Work required — Could you write out the data that follows, exactly and in full?

Saved data entries
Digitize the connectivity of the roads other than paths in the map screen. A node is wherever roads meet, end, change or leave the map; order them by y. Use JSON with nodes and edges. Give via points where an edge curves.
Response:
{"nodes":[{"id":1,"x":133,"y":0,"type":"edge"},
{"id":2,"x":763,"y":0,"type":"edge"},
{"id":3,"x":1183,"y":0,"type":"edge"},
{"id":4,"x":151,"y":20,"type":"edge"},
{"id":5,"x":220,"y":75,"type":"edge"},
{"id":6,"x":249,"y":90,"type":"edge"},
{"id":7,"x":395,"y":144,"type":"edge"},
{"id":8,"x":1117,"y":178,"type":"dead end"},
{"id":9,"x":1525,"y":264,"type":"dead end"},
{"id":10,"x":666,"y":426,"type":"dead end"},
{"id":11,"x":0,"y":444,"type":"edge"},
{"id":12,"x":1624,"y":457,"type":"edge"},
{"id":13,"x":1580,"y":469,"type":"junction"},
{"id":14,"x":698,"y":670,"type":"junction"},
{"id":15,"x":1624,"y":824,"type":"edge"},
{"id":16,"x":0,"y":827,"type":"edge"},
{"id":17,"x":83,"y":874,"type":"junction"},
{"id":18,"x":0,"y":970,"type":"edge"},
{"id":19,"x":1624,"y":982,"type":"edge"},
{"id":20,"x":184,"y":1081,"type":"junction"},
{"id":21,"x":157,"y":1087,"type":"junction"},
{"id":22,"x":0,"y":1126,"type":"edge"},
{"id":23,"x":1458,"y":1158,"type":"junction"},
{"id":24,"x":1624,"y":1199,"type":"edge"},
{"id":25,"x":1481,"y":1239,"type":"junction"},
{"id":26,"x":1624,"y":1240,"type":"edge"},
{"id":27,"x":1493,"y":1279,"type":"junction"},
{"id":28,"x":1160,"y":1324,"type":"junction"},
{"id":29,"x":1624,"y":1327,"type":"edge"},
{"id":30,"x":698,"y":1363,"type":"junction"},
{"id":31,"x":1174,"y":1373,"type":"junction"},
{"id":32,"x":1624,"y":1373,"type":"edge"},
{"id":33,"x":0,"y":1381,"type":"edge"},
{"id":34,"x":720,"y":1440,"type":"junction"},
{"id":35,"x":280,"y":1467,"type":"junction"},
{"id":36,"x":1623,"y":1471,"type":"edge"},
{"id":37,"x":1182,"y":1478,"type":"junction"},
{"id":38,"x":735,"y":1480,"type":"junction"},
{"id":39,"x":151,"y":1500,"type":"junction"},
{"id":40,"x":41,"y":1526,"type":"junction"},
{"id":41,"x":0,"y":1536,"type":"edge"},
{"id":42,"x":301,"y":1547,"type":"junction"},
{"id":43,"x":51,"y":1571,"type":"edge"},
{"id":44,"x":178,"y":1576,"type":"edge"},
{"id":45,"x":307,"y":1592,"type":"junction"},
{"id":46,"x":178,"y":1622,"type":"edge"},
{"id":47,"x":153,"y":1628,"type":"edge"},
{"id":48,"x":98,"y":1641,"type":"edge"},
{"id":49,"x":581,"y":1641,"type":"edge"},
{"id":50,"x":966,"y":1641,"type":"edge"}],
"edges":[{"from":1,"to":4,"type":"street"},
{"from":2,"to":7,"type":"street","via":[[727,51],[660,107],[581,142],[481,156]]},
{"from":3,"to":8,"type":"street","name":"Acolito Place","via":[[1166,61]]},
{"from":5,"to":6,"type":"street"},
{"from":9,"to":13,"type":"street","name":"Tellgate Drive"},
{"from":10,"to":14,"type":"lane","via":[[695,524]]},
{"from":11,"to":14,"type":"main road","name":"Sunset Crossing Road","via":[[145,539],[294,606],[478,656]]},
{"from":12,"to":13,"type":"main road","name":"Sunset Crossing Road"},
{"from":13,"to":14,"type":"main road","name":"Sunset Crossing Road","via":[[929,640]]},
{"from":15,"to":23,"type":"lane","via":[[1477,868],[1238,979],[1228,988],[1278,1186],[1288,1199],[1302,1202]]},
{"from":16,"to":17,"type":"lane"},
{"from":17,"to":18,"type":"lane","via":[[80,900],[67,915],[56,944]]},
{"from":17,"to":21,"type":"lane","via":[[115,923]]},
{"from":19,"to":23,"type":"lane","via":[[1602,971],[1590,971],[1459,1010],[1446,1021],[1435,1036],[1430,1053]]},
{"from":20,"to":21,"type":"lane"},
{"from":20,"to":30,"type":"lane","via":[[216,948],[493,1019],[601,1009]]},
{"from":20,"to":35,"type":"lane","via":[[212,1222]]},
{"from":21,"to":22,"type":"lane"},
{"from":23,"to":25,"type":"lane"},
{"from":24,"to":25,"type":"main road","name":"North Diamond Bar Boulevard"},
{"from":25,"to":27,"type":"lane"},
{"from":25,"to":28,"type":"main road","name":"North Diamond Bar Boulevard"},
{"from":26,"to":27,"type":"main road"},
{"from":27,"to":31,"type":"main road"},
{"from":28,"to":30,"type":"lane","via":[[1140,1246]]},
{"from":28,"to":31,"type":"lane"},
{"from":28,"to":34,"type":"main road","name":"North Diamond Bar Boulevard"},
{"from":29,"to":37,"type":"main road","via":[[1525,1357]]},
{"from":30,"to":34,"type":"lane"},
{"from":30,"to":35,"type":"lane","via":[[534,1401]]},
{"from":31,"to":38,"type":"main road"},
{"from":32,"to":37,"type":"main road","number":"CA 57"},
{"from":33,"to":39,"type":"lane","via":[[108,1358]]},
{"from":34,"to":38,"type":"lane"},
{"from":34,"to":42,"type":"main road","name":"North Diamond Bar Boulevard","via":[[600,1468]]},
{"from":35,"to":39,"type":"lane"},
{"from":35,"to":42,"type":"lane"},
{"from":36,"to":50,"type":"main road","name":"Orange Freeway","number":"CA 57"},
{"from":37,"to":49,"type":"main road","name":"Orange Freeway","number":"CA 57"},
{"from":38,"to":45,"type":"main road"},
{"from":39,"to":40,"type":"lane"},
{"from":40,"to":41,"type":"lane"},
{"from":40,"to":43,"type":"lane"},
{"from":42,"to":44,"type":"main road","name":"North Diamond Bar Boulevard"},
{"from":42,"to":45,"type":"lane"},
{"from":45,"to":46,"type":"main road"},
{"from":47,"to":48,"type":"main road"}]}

Output —
Digitize the connectivity of the roads other than paths in the map screen. A node is wherever roads meet, end, change or leave the map; order them by y. Use JSON with nodes and edges. Give via points where an edge curves.
Response:
{"nodes":[{"id":1,"x":133,"y":0,"type":"edge"},
{"id":2,"x":763,"y":0,"type":"edge"},
{"id":3,"x":1183,"y":0,"type":"edge"},
{"id":4,"x":151,"y":20,"type":"edge"},
{"id":5,"x":220,"y":75,"type":"edge"},
{"id":6,"x":249,"y":90,"type":"edge"},
{"id":7,"x":395,"y":144,"type":"edge"},
{"id":8,"x":1117,"y":178,"type":"dead end"},
{"id":9,"x":1525,"y":264,"type":"dead end"},
{"id":10,"x":666,"y":426,"type":"dead end"},
{"id":11,"x":0,"y":444,"type":"edge"},
{"id":12,"x":1624,"y":457,"type":"edge"},
{"id":13,"x":1580,"y":469,"type":"junction"},
{"id":14,"x":698,"y":670,"type":"junction"},
{"id":15,"x":1624,"y":824,"type":"edge"},
{"id":16,"x":0,"y":827,"type":"edge"},
{"id":17,"x":83,"y":874,"type":"junction"},
{"id":18,"x":0,"y":970,"type":"edge"},
{"id":19,"x":1624,"y":982,"type":"edge"},
{"id":20,"x":184,"y":1081,"type":"junction"},
{"id":21,"x":157,"y":1087,"type":"junction"},
{"id":22,"x":0,"y":1126,"type":"edge"},
{"id":23,"x":1458,"y":1158,"type":"junction"},
{"id":24,"x":1624,"y":1199,"type":"edge"},
{"id":25,"x":1481,"y":1239,"type":"junction"},
{"id":26,"x":1624,"y":1240,"type":"edge"},
{"id":27,"x":1493,"y":1279,"type":"junction"},
{"id":28,"x":1160,"y":1324,"type":"junction"},
{"id":29,"x":1624,"y":1327,"type":"edge"},
{"id":30,"x":698,"y":1363,"type":"junction"},
{"id":31,"x":1174,"y":1373,"type":"junction"},
{"id":32,"x":1624,"y":1373,"type":"edge"},
{"id":33,"x":0,"y":1381,"type":"edge"},
{"id":34,"x":720,"y":1440,"type":"junction"},
{"id":35,"x":280,"y":1467,"type":"junction"},
{"id":36,"x":1623,"y":1471,"type":"edge"},
{"id":37,"x":1182,"y":1478,"type":"junction"},
{"id":38,"x":735,"y":1480,"type":"junction"},
{"id":39,"x":151,"y":1500,"type":"junction"},
{"id":40,"x":41,"y":1526,"type":"junction"},
{"id":41,"x":0,"y":1536,"type":"edge"},
{"id":42,"x":301,"y":1547,"type":"junction"},
{"id":43,"x":51,"y":1571,"type":"edge"},
{"id":44,"x":178,"y":1576,"type":"edge"},
{"id":45,"x":307,"y":1592,"type":"junction"},
{"id":46,"x":178,"y":1622,"type":"edge"},
{"id":47,"x":153,"y":1628,"type":"edge"},
{"id":48,"x":98,"y":1641,"type":"edge"},
{"id":49,"x":581,"y":1641,"type":"edge"},
{"id":50,"x":966,"y":1641,"type":"edge"}],
"edges":[{"from":1,"to":4,"type":"street"},
{"from":2,"to":7,"type":"street","via":[[727,51],[660,107],[581,142],[481,156]]},
{"from":3,"to":8,"type":"street","name":"Acolito Place","via":[[1166,61]]},
{"from":5,"to":6,"type":"street"},
{"from":9,"to":13,"type":"street","name":"Tellgate Drive"},
{"from":10,"to":14,"type":"lane","via":[[695,524]]},
{"from":11,"to":14,"type":"main road","name":"Sunset Crossing Road","via":[[145,539],[294,606],[478,656]]},
{"from":12,"to":13,"type":"main road","name":"Sunset Crossing Road"},
{"from":13,"to":14,"type":"main road","name":"Sunset Crossing Road","via":[[929,640]]},
{"from":15,"to":23,"type":"lane","via":[[1477,868],[1238,979],[1228,988],[1278,1186],[1288,1199],[1302,1202]]},
{"from":16,"to":17,"type":"lane"},
{"from":17,"to":18,"type":"lane","via":[[80,900],[67,915],[56,944]]},
{"from":17,"to":21,"type":"lane","via":[[115,923]]},
{"from":19,"to":23,"type":"lane","via":[[1602,971],[1590,971],[1459,1010],[1446,1021],[1435,1036],[1430,1053]]},
{"from":20,"to":21,"type":"lane"},
{"from":20,"to":30,"type":"lane","via":[[216,948],[493,1019],[601,1009]]},
{"from":20,"to":35,"type":"lane","via":[[212,1222]]},
{"from":21,"to":22,"type":"lane"},
{"from":23,"to":25,"type":"lane"},
{"from":24,"to":25,"type":"main road","name":"North Diamond Bar Boulevard"},
{"from":25,"to":27,"type":"lane"},
{"from":25,"to":28,"type":"main road","name":"North Diamond Bar Boulevard"},
{"from":26,"to":27,"type":"main road"},
{"from":27,"to":31,"type":"main road"},
{"from":28,"to":30,"type":"lane","via":[[1140,1246]]},
{"from":28,"to":31,"type":"lane"},
{"from":28,"to":34,"type":"main road","name":"North Diamond Bar Boulevard"},
{"from":29,"to":37,"type":"main road","via":[[1525,1357]]},
{"from":30,"to":34,"type":"lane"},
{"from":30,"to":35,"type":"lane","via":[[534,1401]]},
{"from":31,"to":38,"type":"main road"},
{"from":32,"to":37,"type":"main road","number":"CA 57"},
{"from":33,"to":39,"type":"lane","via":[[108,1358]]},
{"from":34,"to":38,"type":"lane"},
{"from":34,"to":42,"type":"main road","name":"North Diamond Bar Boulevard","via":[[600,1468]]},
{"from":35,"to":39,"type":"lane"},
{"from":35,"to":42,"type":"lane"},
{"from":36,"to":50,"type":"main road","name":"Orange Freeway","number":"CA 57"},
{"from":37,"to":49,"type":"main road","name":"Orange Freeway","number":"CA 57"},
{"from":38,"to":45,"type":"main road"},
{"from":39,"to":40,"type":"lane"},
{"from":40,"to":41,"type":"lane"},
{"from":40,"to":43,"type":"lane"},
{"from":42,"to":44,"type":"main road","name":"North Diamond Bar Boulevard"},
{"from":42,"to":45,"type":"lane"},
{"from":45,"to":46,"type":"main road"},
{"from":47,"to":48,"type":"main road"}]}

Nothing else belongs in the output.